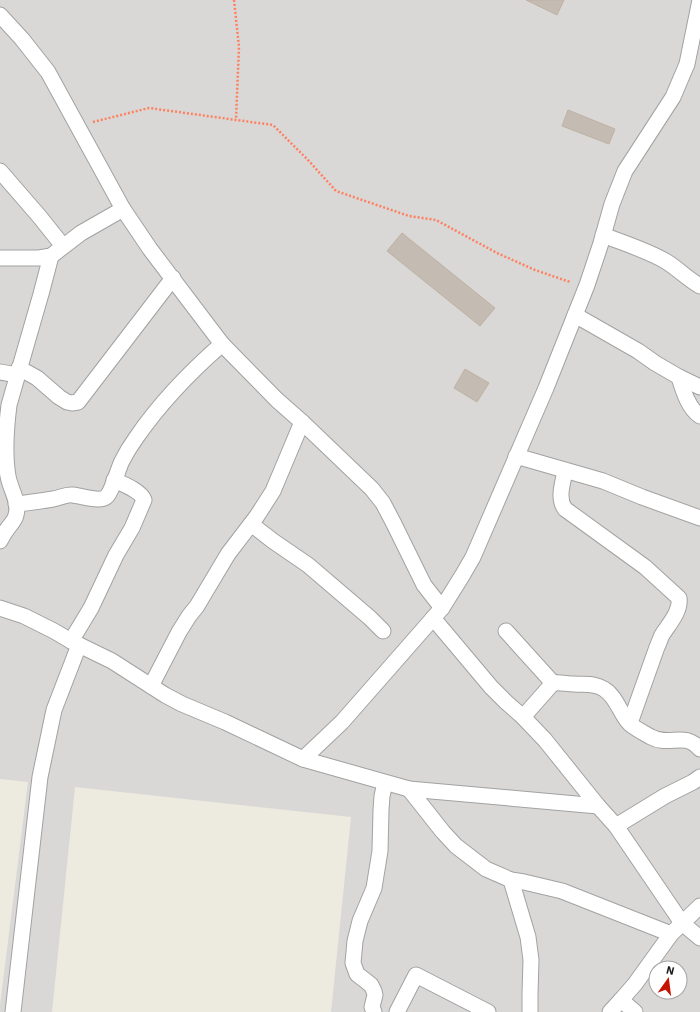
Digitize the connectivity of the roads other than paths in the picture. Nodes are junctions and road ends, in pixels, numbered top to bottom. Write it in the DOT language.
graph roads {
  1 [pos="700,0"];
  2 [pos="0,15"];
  3 [pos="0,171"];
  4 [pos="123,209"];
  5 [pos="603,235"];
  6 [pos="63,246"];
  7 [pos="51,256"];
  8 [pos="0,258"];
  9 [pos="173,278"];
  10 [pos="700,286"];
  11 [pos="575,315"];
  12 [pos="222,344"];
  13 [pos="18,371"];
  14 [pos="0,372"];
  15 [pos="679,377"];
  16 [pos="700,387"];
  17 [pos="700,416"];
  18 [pos="302,422"];
  19 [pos="516,456"];
  20 [pos="565,471"];
  21 [pos="114,480"];
  22 [pos="16,504"];
  23 [pos="700,518"];
  24 [pos="251,524"];
  25 [pos="0,541"];
  26 [pos="0,608"];
  27 [pos="438,613"];
  28 [pos="383,631"];
  29 [pos="506,631"];
  30 [pos="75,643"];
  31 [pos="553,683"];
  32 [pos="151,686"];
  33 [pos="523,717"];
  34 [pos="630,723"];
  35 [pos="700,749"];
  36 [pos="303,759"];
  37 [pos="700,777"];
  38 [pos="385,783"];
  39 [pos="409,789"];
  40 [pos="598,806"];
  41 [pos="616,826"];
  42 [pos="511,880"];
  43 [pos="700,906"];
  44 [pos="682,923"];
  45 [pos="671,934"];
  46 [pos="700,938"];
  47 [pos="621,1000"];
  48 [pos="13,1012"];
  49 [pos="374,1012"];
  50 [pos="397,1012"];
  51 [pos="488,1012"];
  52 [pos="530,1012"];
  53 [pos="610,1012"];
  54 [pos="635,1012"];
  1 -- 5 [label="street"];
  2 -- 4 [label="street"];
  3 -- 6 [label="street"];
  4 -- 6 [label="street"];
  4 -- 9 [label="street"];
  5 -- 10 [label="street"];
  5 -- 11 [label="street"];
  6 -- 7 [label="street"];
  7 -- 8 [label="street"];
  7 -- 13 [label="street"];
  9 -- 12 [label="street"];
  9 -- 13 [label="street"];
  11 -- 15 [label="street"];
  11 -- 19 [label="street"];
  12 -- 18 [label="street"];
  12 -- 21 [label="street"];
  13 -- 14 [label="street"];
  13 -- 22 [label="street"];
  15 -- 16 [label="street"];
  15 -- 17 [label="street"];
  18 -- 24 [label="street"];
  18 -- 27 [label="street"];
  19 -- 20 [label="street"];
  19 -- 27 [label="street"];
  20 -- 23 [label="street"];
  20 -- 34 [label="street"];
  21 -- 22 [label="street"];
  21 -- 30 [label="street"];
  22 -- 25 [label="street"];
  24 -- 28 [label="street"];
  24 -- 32 [label="street"];
  26 -- 30 [label="street"];
  27 -- 33 [label="street"];
  27 -- 36 [label="street"];
  29 -- 31 [label="street"];
  30 -- 32 [label="street"];
  30 -- 48 [label="street"];
  31 -- 33 [label="street"];
  31 -- 34 [label="street"];
  32 -- 36 [label="street"];
  33 -- 40 [label="street"];
  34 -- 35 [label="street"];
  36 -- 38 [label="street"];
  37 -- 41 [label="street"];
  38 -- 39 [label="street"];
  38 -- 49 [label="street"];
  39 -- 40 [label="street"];
  39 -- 42 [label="street"];
  40 -- 41 [label="street"];
  41 -- 44 [label="street"];
  42 -- 45 [label="street"];
  42 -- 52 [label="street"];
  43 -- 44 [label="street"];
  44 -- 45 [label="street"];
  44 -- 46 [label="street"];
  45 -- 47 [label="street"];
  47 -- 53 [label="street"];
  47 -- 54 [label="street"];
  50 -- 51 [label="street"];
}
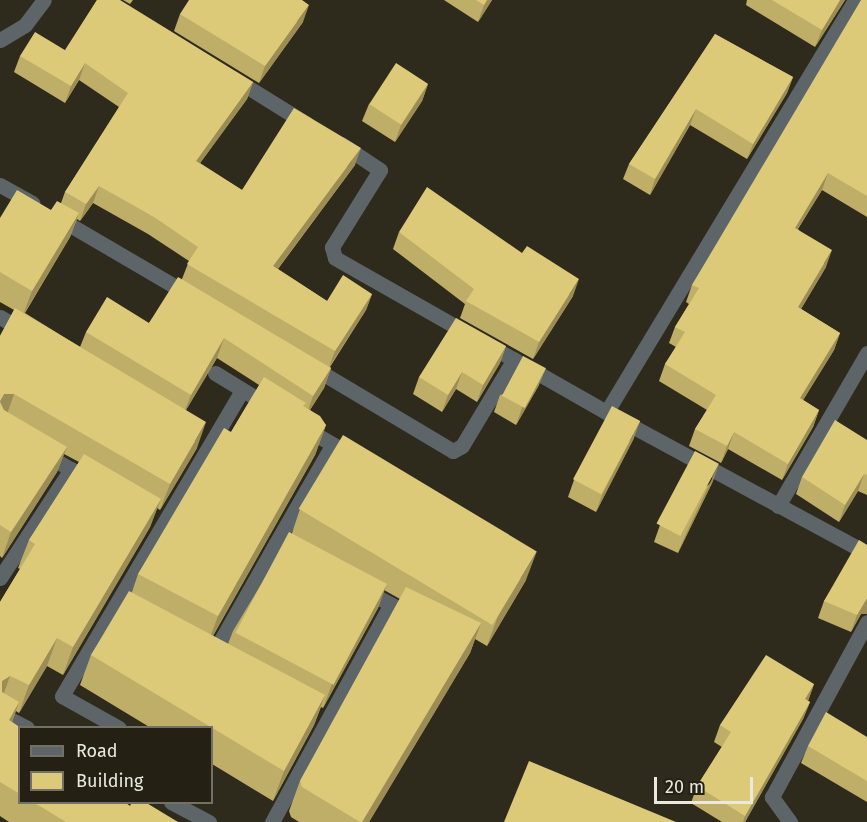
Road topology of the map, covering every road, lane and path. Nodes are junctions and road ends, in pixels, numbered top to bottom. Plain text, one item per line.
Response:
1 (44, 0) edge
2 (855, 0) edge
3 (0, 40) edge
4 (216, 68) edge
5 (0, 185) edge
6 (203, 303) edge
7 (0, 317) edge
8 (40, 341) edge
9 (867, 353) edge
10 (292, 356) edge
11 (514, 359) junction
12 (215, 373) edge
13 (242, 390) junction
14 (262, 402) edge
15 (606, 412) junction
16 (292, 420) edge
17 (333, 444) junction
18 (30, 446) edge
19 (71, 469) junction
20 (374, 469) edge
21 (101, 487) edge
22 (778, 506) junction
23 (276, 543) junction
24 (867, 553) edge
25 (318, 566) edge
26 (0, 578) edge
27 (349, 582) edge
28 (391, 604) junction
29 (111, 606) junction
30 (131, 616) edge
31 (867, 622) edge
32 (429, 624) edge
33 (191, 648) edge
34 (0, 714) edge
35 (23, 726) edge
36 (115, 726) edge
37 (175, 804) edge
38 (209, 822) edge
39 (272, 822) edge
40 (790, 822) edge

1 - 3 street
2 - 15 street
4 - 11 street
5 - 6 street
7 - 8 street
9 - 22 street
10 - 11 street
11 - 15 street
12 - 13 street
13 - 14 street
13 - 29 street
15 - 22 street
16 - 17 street
17 - 20 street
17 - 23 street
18 - 19 street
19 - 21 street
19 - 26 street
22 - 24 street
23 - 25 street
23 - 33 street
27 - 28 street
28 - 32 street
28 - 39 street
29 - 30 street
29 - 36 street
31 - 40 street
34 - 35 street
37 - 38 street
────────────────
_HOW TO COMPLETE THIS TASK_
Transcribe each entry exactly; images stay out.

_TASK ANSWER_
Digitize the connectivity of the roads other than paths in the picture. Nodes are junctions and road ends, in pixels, numbered top to bottom. Write it in the DOT language.
graph roads {
  1 [pos="700,0"];
  2 [pos="0,15"];
  3 [pos="0,171"];
  4 [pos="123,209"];
  5 [pos="603,235"];
  6 [pos="63,246"];
  7 [pos="51,256"];
  8 [pos="0,258"];
  9 [pos="173,278"];
  10 [pos="700,286"];
  11 [pos="575,315"];
  12 [pos="222,344"];
  13 [pos="18,371"];
  14 [pos="0,372"];
  15 [pos="679,377"];
  16 [pos="700,387"];
  17 [pos="700,416"];
  18 [pos="302,422"];
  19 [pos="516,456"];
  20 [pos="565,471"];
  21 [pos="114,480"];
  22 [pos="16,504"];
  23 [pos="700,518"];
  24 [pos="251,524"];
  25 [pos="0,541"];
  26 [pos="0,608"];
  27 [pos="438,613"];
  28 [pos="383,631"];
  29 [pos="506,631"];
  30 [pos="75,643"];
  31 [pos="553,683"];
  32 [pos="151,686"];
  33 [pos="523,717"];
  34 [pos="630,723"];
  35 [pos="700,749"];
  36 [pos="303,759"];
  37 [pos="700,777"];
  38 [pos="385,783"];
  39 [pos="409,789"];
  40 [pos="598,806"];
  41 [pos="616,826"];
  42 [pos="511,880"];
  43 [pos="700,906"];
  44 [pos="682,923"];
  45 [pos="671,934"];
  46 [pos="700,938"];
  47 [pos="621,1000"];
  48 [pos="13,1012"];
  49 [pos="374,1012"];
  50 [pos="397,1012"];
  51 [pos="488,1012"];
  52 [pos="530,1012"];
  53 [pos="610,1012"];
  54 [pos="635,1012"];
  1 -- 5 [label="street"];
  2 -- 4 [label="street"];
  3 -- 6 [label="street"];
  4 -- 6 [label="street"];
  4 -- 9 [label="street"];
  5 -- 10 [label="street"];
  5 -- 11 [label="street"];
  6 -- 7 [label="street"];
  7 -- 8 [label="street"];
  7 -- 13 [label="street"];
  9 -- 12 [label="street"];
  9 -- 13 [label="street"];
  11 -- 15 [label="street"];
  11 -- 19 [label="street"];
  12 -- 18 [label="street"];
  12 -- 21 [label="street"];
  13 -- 14 [label="street"];
  13 -- 22 [label="street"];
  15 -- 16 [label="street"];
  15 -- 17 [label="street"];
  18 -- 24 [label="street"];
  18 -- 27 [label="street"];
  19 -- 20 [label="street"];
  19 -- 27 [label="street"];
  20 -- 23 [label="street"];
  20 -- 34 [label="street"];
  21 -- 22 [label="street"];
  21 -- 30 [label="street"];
  22 -- 25 [label="street"];
  24 -- 28 [label="street"];
  24 -- 32 [label="street"];
  26 -- 30 [label="street"];
  27 -- 33 [label="street"];
  27 -- 36 [label="street"];
  29 -- 31 [label="street"];
  30 -- 32 [label="street"];
  30 -- 48 [label="street"];
  31 -- 33 [label="street"];
  31 -- 34 [label="street"];
  32 -- 36 [label="street"];
  33 -- 40 [label="street"];
  34 -- 35 [label="street"];
  36 -- 38 [label="street"];
  37 -- 41 [label="street"];
  38 -- 39 [label="street"];
  38 -- 49 [label="street"];
  39 -- 40 [label="street"];
  39 -- 42 [label="street"];
  40 -- 41 [label="street"];
  41 -- 44 [label="street"];
  42 -- 45 [label="street"];
  42 -- 52 [label="street"];
  43 -- 44 [label="street"];
  44 -- 45 [label="street"];
  44 -- 46 [label="street"];
  45 -- 47 [label="street"];
  47 -- 53 [label="street"];
  47 -- 54 [label="street"];
  50 -- 51 [label="street"];
}
Road topology of the map, covering every road, lane and path. Nodes are junctions and road ends, in pixels, numbered top to bottom. Plain text, one item per line.
Response:
1 (44, 0) edge
2 (855, 0) edge
3 (0, 40) edge
4 (216, 68) edge
5 (0, 185) edge
6 (203, 303) edge
7 (0, 317) edge
8 (40, 341) edge
9 (867, 353) edge
10 (292, 356) edge
11 (514, 359) junction
12 (215, 373) edge
13 (242, 390) junction
14 (262, 402) edge
15 (606, 412) junction
16 (292, 420) edge
17 (333, 444) junction
18 (30, 446) edge
19 (71, 469) junction
20 (374, 469) edge
21 (101, 487) edge
22 (778, 506) junction
23 (276, 543) junction
24 (867, 553) edge
25 (318, 566) edge
26 (0, 578) edge
27 (349, 582) edge
28 (391, 604) junction
29 (111, 606) junction
30 (131, 616) edge
31 (867, 622) edge
32 (429, 624) edge
33 (191, 648) edge
34 (0, 714) edge
35 (23, 726) edge
36 (115, 726) edge
37 (175, 804) edge
38 (209, 822) edge
39 (272, 822) edge
40 (790, 822) edge

1 - 3 street
2 - 15 street
4 - 11 street
5 - 6 street
7 - 8 street
9 - 22 street
10 - 11 street
11 - 15 street
12 - 13 street
13 - 14 street
13 - 29 street
15 - 22 street
16 - 17 street
17 - 20 street
17 - 23 street
18 - 19 street
19 - 21 street
19 - 26 street
22 - 24 street
23 - 25 street
23 - 33 street
27 - 28 street
28 - 32 street
28 - 39 street
29 - 30 street
29 - 36 street
31 - 40 street
34 - 35 street
37 - 38 street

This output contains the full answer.